Lirik yang menyerang kayak gitu kalau dibaca anak seorang politisi gimana? Sedih nggak dia kalau di sekolahnya tiba-tiba temennya ikutan nyanyi lagu yang ngatain bapaknya? Kalau dibaca ibunya gimana? Udah 9 bulan 10 hari dikandung, lahir besar jadi orang sukses cuma dibajing-bajingke sama anak PUNK cuma gara-gara lirik lagu yang ngolok-ngolok bapaknya?
Kita kan cuma tidak setuju dan tidak senang sama hasil kerja politisi atau anggota dewan tersebut. Atau mungkin risih aja sama pencitraan mereka, tapi bukan berarti lalu kita benci mereka sampai ke ranah personal kan?
Siapa tahu hasil kerjaan mereka yang dianjing-anjingkan itu, mereka sedekahkan untuk bangun tempat ibadah, panti asuhan, atau bagi-bagi beasiswa buat sekolah anak Punk? Ya kan siapa tahu.
Gimana jika dibales? Kebetulan nih ada politisi suka bikin puisi dan ada anggota dewan yang juga musisi, misal mereka bikin band. Lalu atas nama kebebasan berekspresi musik mereka juga bikin lagu yang liriknya ada kata-kata; “anak Punk anjeeeng… anak Punk bajengan.”
Saya jamin pasti punkers pada ngamuk. Lalu ada dedengkotnya yang nantangin duel para player band politisi dewan itu (walaupun sampai hari ini ndak pernah ada duel yang benar-benar terjadi sih, alias sekadar tantangan omdo).
Lalu kalau ekspresi nulis lirik nggak diatur, bisa jadi nanti terjadi gesekan juga antar seniman. Misal saja saya—karena nggak suka sama Sheilla on 7, terus bikin lagu yang ngejelekin Duta, terus sama Eros dibales bikin lirik yang ngejelekin saya juga. Lalu gitu aja terus sampai Jan Ethes kuliah.

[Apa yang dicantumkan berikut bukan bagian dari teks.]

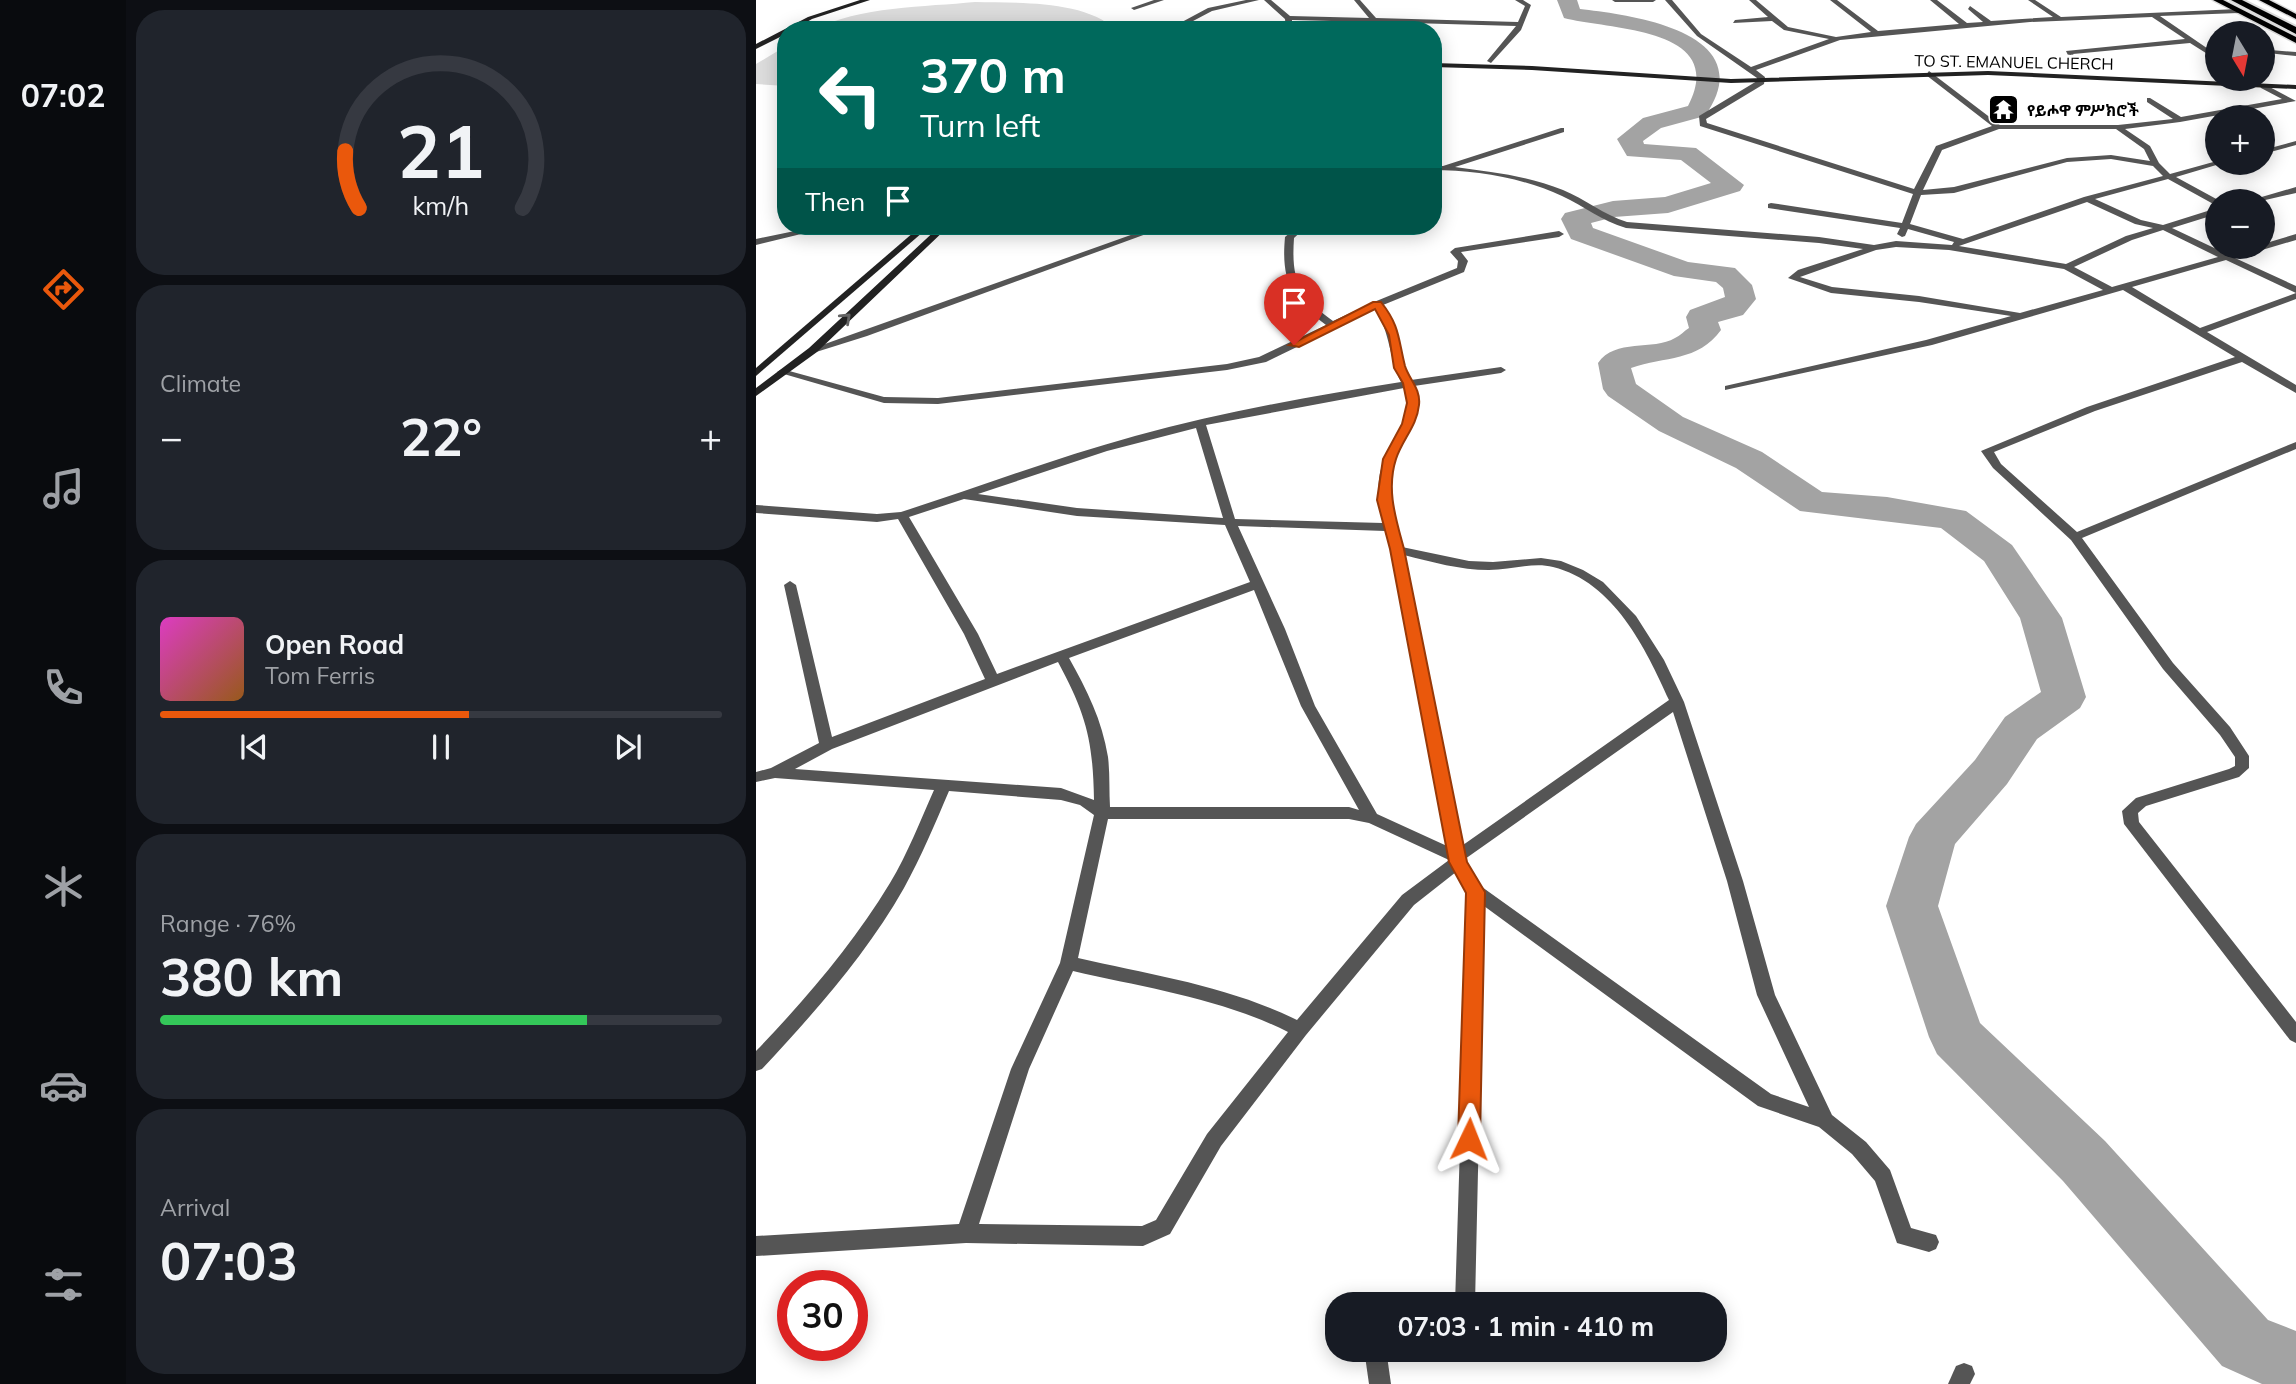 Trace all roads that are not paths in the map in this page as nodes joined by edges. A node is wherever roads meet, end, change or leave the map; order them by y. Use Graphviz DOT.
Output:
graph roads {
  1 [pos="867,0"];
  2 [pos="1161,0"];
  3 [pos="1256,0"];
  4 [pos="1267,0"];
  5 [pos="1357,0"];
  6 [pos="1518,0"];
  7 [pos="1615,0"];
  8 [pos="1653,0"];
  9 [pos="1668,0"];
  10 [pos="1752,0"];
  11 [pos="1833,0"];
  12 [pos="1933,0"];
  13 [pos="2031,0"];
  14 [pos="2217,0"];
  15 [pos="2235,0"];
  16 [pos="2249,0"];
  17 [pos="2263,0"];
  18 [pos="1134,8"];
  19 [pos="1970,8"];
  20 [pos="2015,11"];
  21 [pos="2238,11"];
  22 [pos="2152,15"];
  23 [pos="2004,16"];
  24 [pos="2296,17"];
  25 [pos="1288,18"];
  26 [pos="1772,19"];
  27 [pos="2059,19"];
  28 [pos="1374,20"];
  29 [pos="2030,20"];
  30 [pos="804,21"];
  31 [pos="1184,21"];
  32 [pos="1288,21"];
  33 [pos="1411,21"];
  34 [pos="2011,21"];
  35 [pos="1442,22"];
  36 [pos="1735,22"];
  37 [pos="1989,23"];
  38 [pos="1521,24"];
  39 [pos="1965,24"];
  40 [pos="2296,24"];
  41 [pos="2296,31"];
  42 [pos="1877,33"];
  43 [pos="777,36"];
  44 [pos="1839,38"];
  45 [pos="2296,40"];
  46 [pos="2190,41"];
  47 [pos="756,47"];
  48 [pos="2205,50"];
  49 [pos="2275,52"];
  50 [pos="2296,54"];
  51 [pos="1490,61"];
  52 [pos="1442,63"];
  53 [pos="1442,63"];
  54 [pos="1752,69"];
  55 [pos="2079,70"];
  56 [pos="1929,73"];
  57 [pos="1686,77"];
  58 [pos="2205,77"];
  59 [pos="1761,79"];
  60 [pos="2275,80"];
  61 [pos="2296,81"];
  62 [pos="2205,83"];
  63 [pos="2275,86"];
  64 [pos="2296,87"];
  65 [pos="2273,91"];
  66 [pos="2150,100"];
  67 [pos="2293,102"];
  68 [pos="2180,120"];
  69 [pos="1998,127"];
  70 [pos="2118,127"];
  71 [pos="1561,130"];
  72 [pos="2296,143"];
  73 [pos="2275,149"];
  74 [pos="2156,164"];
  75 [pos="2205,167"];
  76 [pos="1444,168"];
  77 [pos="2168,176"];
  78 [pos="2296,190"];
  79 [pos="1918,194"];
  80 [pos="2275,195"];
  81 [pos="2205,197"];
  82 [pos="2087,199"];
  83 [pos="1771,206"];
  84 [pos="2205,215"];
  85 [pos="1906,226"];
  86 [pos="2165,228"];
  87 [pos="1559,234"];
  88 [pos="788,235"];
  89 [pos="916,235"];
  90 [pos="935,235"];
  91 [pos="1139,235"];
  92 [pos="1292,235"];
  93 [pos="2296,237"];
  94 [pos="1962,241"];
  95 [pos="756,242"];
  96 [pos="2275,243"];
  97 [pos="1896,244"];
  98 [pos="2205,246"];
  99 [pos="1949,247"];
  100 [pos="1874,248"];
  101 [pos="2223,259"];
  102 [pos="2234,259"];
  103 [pos="2067,267"];
  104 [pos="2123,286"];
  105 [pos="2111,290"];
  106 [pos="2296,290"];
  107 [pos="2296,296"];
  108 [pos="1377,304"];
  109 [pos="2021,315"];
  110 [pos="1332,325"];
  111 [pos="2199,332"];
  112 [pos="813,349"];
  113 [pos="2243,358"];
  114 [pos="1501,370"];
  115 [pos="782,372"];
  116 [pos="756,373"];
  117 [pos="1409,383"];
  118 [pos="1729,388"];
  119 [pos="2296,390"];
  120 [pos="756,393"];
  121 [pos="1200,424"];
  122 [pos="2296,445"];
  123 [pos="965,496"];
  124 [pos="756,509"];
  125 [pos="902,515"];
  126 [pos="1230,522"];
  127 [pos="1389,527"];
  128 [pos="2075,537"];
  129 [pos="1397,549"];
  130 [pos="1256,584"];
  131 [pos="790,585"];
  132 [pos="1062,657"];
  133 [pos="993,681"];
  134 [pos="1677,702"];
  135 [pos="827,745"];
  136 [pos="775,773"];
  137 [pos="756,777"];
  138 [pos="944,785"];
  139 [pos="1102,813"];
  140 [pos="1372,818"];
  141 [pos="1457,860"];
  142 [pos="1476,892"];
  143 [pos="1068,963"];
  144 [pos="1300,1030"];
  145 [pos="2296,1035"];
  146 [pos="756,1063"];
  147 [pos="1825,1121"];
  148 [pos="966,1233"];
  149 [pos="1929,1242"];
  150 [pos="756,1246"];
  151 [pos="1465,1292"];
  152 [pos="1377,1362"];
  153 [pos="1380,1384"];
  1 -- 30 [label="main road"];
  2 -- 18 [label="street"];
  3 -- 31 [label="street"];
  4 -- 25 [label="street"];
  5 -- 28 [label="street"];
  6 -- 38 [label="street"];
  7 -- 8 [label="street"];
  9 -- 54 [label="street"];
  10 -- 26 [label="street"];
  11 -- 42 [label="street"];
  12 -- 39 [label="street"];
  13 -- 27 [label="street"];
  14 -- 21 [label="main road"];
  15 -- 41 [label="highway"];
  16 -- 40 [label="highway"];
  17 -- 24 [label="main road"];
  19 -- 37 [label="street"];
  20 -- 29 [label="street"];
  21 -- 22 [label="street"];
  21 -- 45 [label="main road"];
  22 -- 27 [label="street"];
  22 -- 46 [label="street"];
  23 -- 34 [label="street"];
  25 -- 28 [label="street"];
  25 -- 32 [label="street"];
  26 -- 36 [label="street"];
  26 -- 44 [label="street"];
  27 -- 29 [label="street"];
  28 -- 33 [label="street"];
  29 -- 34 [label="street"];
  34 -- 37 [label="street"];
  35 -- 38 [label="street"];
  37 -- 39 [label="street"];
  38 -- 51 [label="street"];
  39 -- 42 [label="street"];
  42 -- 44 [label="street"];
  43 -- 47 [label="main road"];
  44 -- 54 [label="street"];
  46 -- 48 [label="street"];
  46 -- 55 [label="street"];
  49 -- 50 [label="street"];
  51 -- 52 [label="main road"];
  51 -- 57 [label="main road"];
  53 -- 57 [label="main road"];
  54 -- 59 [label="street"];
  55 -- 58 [label="main road, TO ST. EMANUEL CHERCH"];
  55 -- 59 [label="main road, TO ST. EMANUEL CHERCH"];
  56 -- 59 [label="main road, TO ST. EMANUEL CHERCH"];
  56 -- 62 [label="main road, TO ST. EMANUEL CHERCH"];
  56 -- 69 [label="street"];
  57 -- 59 [label="main road, TO ST. EMANUEL CHERCH"];
  59 -- 79 [label="street"];
  60 -- 61 [label="main road"];
  63 -- 64 [label="main road, TO ST. EMANUEL CHERCH"];
  65 -- 67 [label="street"];
  66 -- 68 [label="street"];
  67 -- 68 [label="street"];
  68 -- 70 [label="street"];
  69 -- 70 [label="street"];
  69 -- 79 [label="street"];
  70 -- 74 [label="street"];
  71 -- 76 [label="street"];
  72 -- 73 [label="street"];
  74 -- 77 [label="street"];
  74 -- 79 [label="street"];
  75 -- 77 [label="street"];
  76 -- 100 [label="street"];
  77 -- 81 [label="street"];
  77 -- 82 [label="street"];
  78 -- 80 [label="street"];
  79 -- 85 [label="street"];
  82 -- 86 [label="street"];
  82 -- 94 [label="street"];
  83 -- 85 [label="street"];
  84 -- 86 [label="street"];
  85 -- 94 [label="street"];
  85 -- 97 [label="street"];
  86 -- 98 [label="street"];
  86 -- 103 [label="street"];
  87 -- 108 [label="street"];
  88 -- 95 [label="street"];
  89 -- 116 [label="main road"];
  112 -- 90 [label="main road, one-way"];
  91 -- 112 [label="street"];
  92 -- 110 [label="street"];
  93 -- 96 [label="street"];
  94 -- 99 [label="street"];
  97 -- 99 [label="street"];
  97 -- 100 [label="street"];
  99 -- 103 [label="street"];
  100 -- 109 [label="street"];
  101 -- 104 [label="street"];
  102 -- 106 [label="street"];
  103 -- 105 [label="street"];
  104 -- 105 [label="street"];
  104 -- 111 [label="street"];
  105 -- 109 [label="street"];
  107 -- 111 [label="street"];
  108 -- 110 [label="street"];
  108 -- 117 [label="street"];
  109 -- 118 [label="street"];
  110 -- 115 [label="street"];
  111 -- 113 [label="street"];
  112 -- 115 [label="main road"];
  113 -- 119 [label="street"];
  113 -- 128 [label="street"];
  114 -- 117 [label="street"];
  115 -- 120 [label="main road"];
  117 -- 121 [label="street"];
  117 -- 127 [label="street"];
  121 -- 123 [label="street"];
  121 -- 126 [label="street"];
  122 -- 128 [label="street"];
  123 -- 125 [label="street"];
  123 -- 126 [label="street"];
  124 -- 125 [label="street"];
  125 -- 133 [label="street"];
  126 -- 127 [label="street"];
  126 -- 130 [label="street"];
  127 -- 129 [label="street"];
  128 -- 145 [label="street"];
  129 -- 134 [label="street"];
  129 -- 141 [label="street"];
  130 -- 132 [label="street"];
  130 -- 140 [label="street"];
  131 -- 135 [label="street"];
  132 -- 133 [label="street"];
  132 -- 139 [label="street"];
  133 -- 135 [label="street"];
  134 -- 141 [label="street"];
  134 -- 147 [label="street"];
  135 -- 136 [label="street"];
  136 -- 137 [label="street"];
  136 -- 138 [label="street"];
  138 -- 139 [label="street"];
  138 -- 146 [label="street"];
  139 -- 140 [label="street"];
  139 -- 143 [label="street"];
  140 -- 141 [label="street"];
  141 -- 142 [label="street"];
  141 -- 144 [label="street"];
  142 -- 147 [label="street"];
  142 -- 151 [label="street"];
  143 -- 144 [label="street"];
  143 -- 148 [label="street"];
  144 -- 148 [label="street"];
  147 -- 149 [label="street"];
  148 -- 150 [label="street"];
  152 -- 153 [label="street"];
}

Masih mending kalau bentuknya bales-balesan lirik lagu gitu, lha kalau jatuhnya jadi saling persekusi? Saling sikut-sikutan? Bahkan sampai tawuran gimana?
Sekali lagi kebebasan berekspresi itu memang hak asasi, tapi juga terbatas dengan kebebasan hak asasi orang lain. Jangan lalu menuhankan kesenian, atau mentang-mentang seniman lalu jadi merasa punya pendapat yang maha benar.
Proses RUU Permusikan ini masih panjang dan memang butuh dikawal dengan hati-hati dan bijak. Ibarat sama gebetan, baru chatting basa-basi belum juga nembak, udah ditolak. Kan sakit.
Duduk dulu, tarik nafas dulu, baca dulu yang lengkap tentang isi RUU dan pendapat orang-orang. Jangan latah di sosmed, meskipun hari ini untuk latah tidak lagi butuh terkejut. Asal ikut-ikutan orang banyak, main tolak, ramai-ramai berteriak.
Mentang-mentang banyak kawan, lalu asal ngelawan. Kalau kayak gitu nggak beda dong sama ormas yang sering kumpul di Monas, yang merasa sedang mayoritas, merasa kuat lalu boleh demo soal segalanya. Dari masukin orang ke penjara semaunya, sampai belain orang biar nggak dipenjara juga bisa.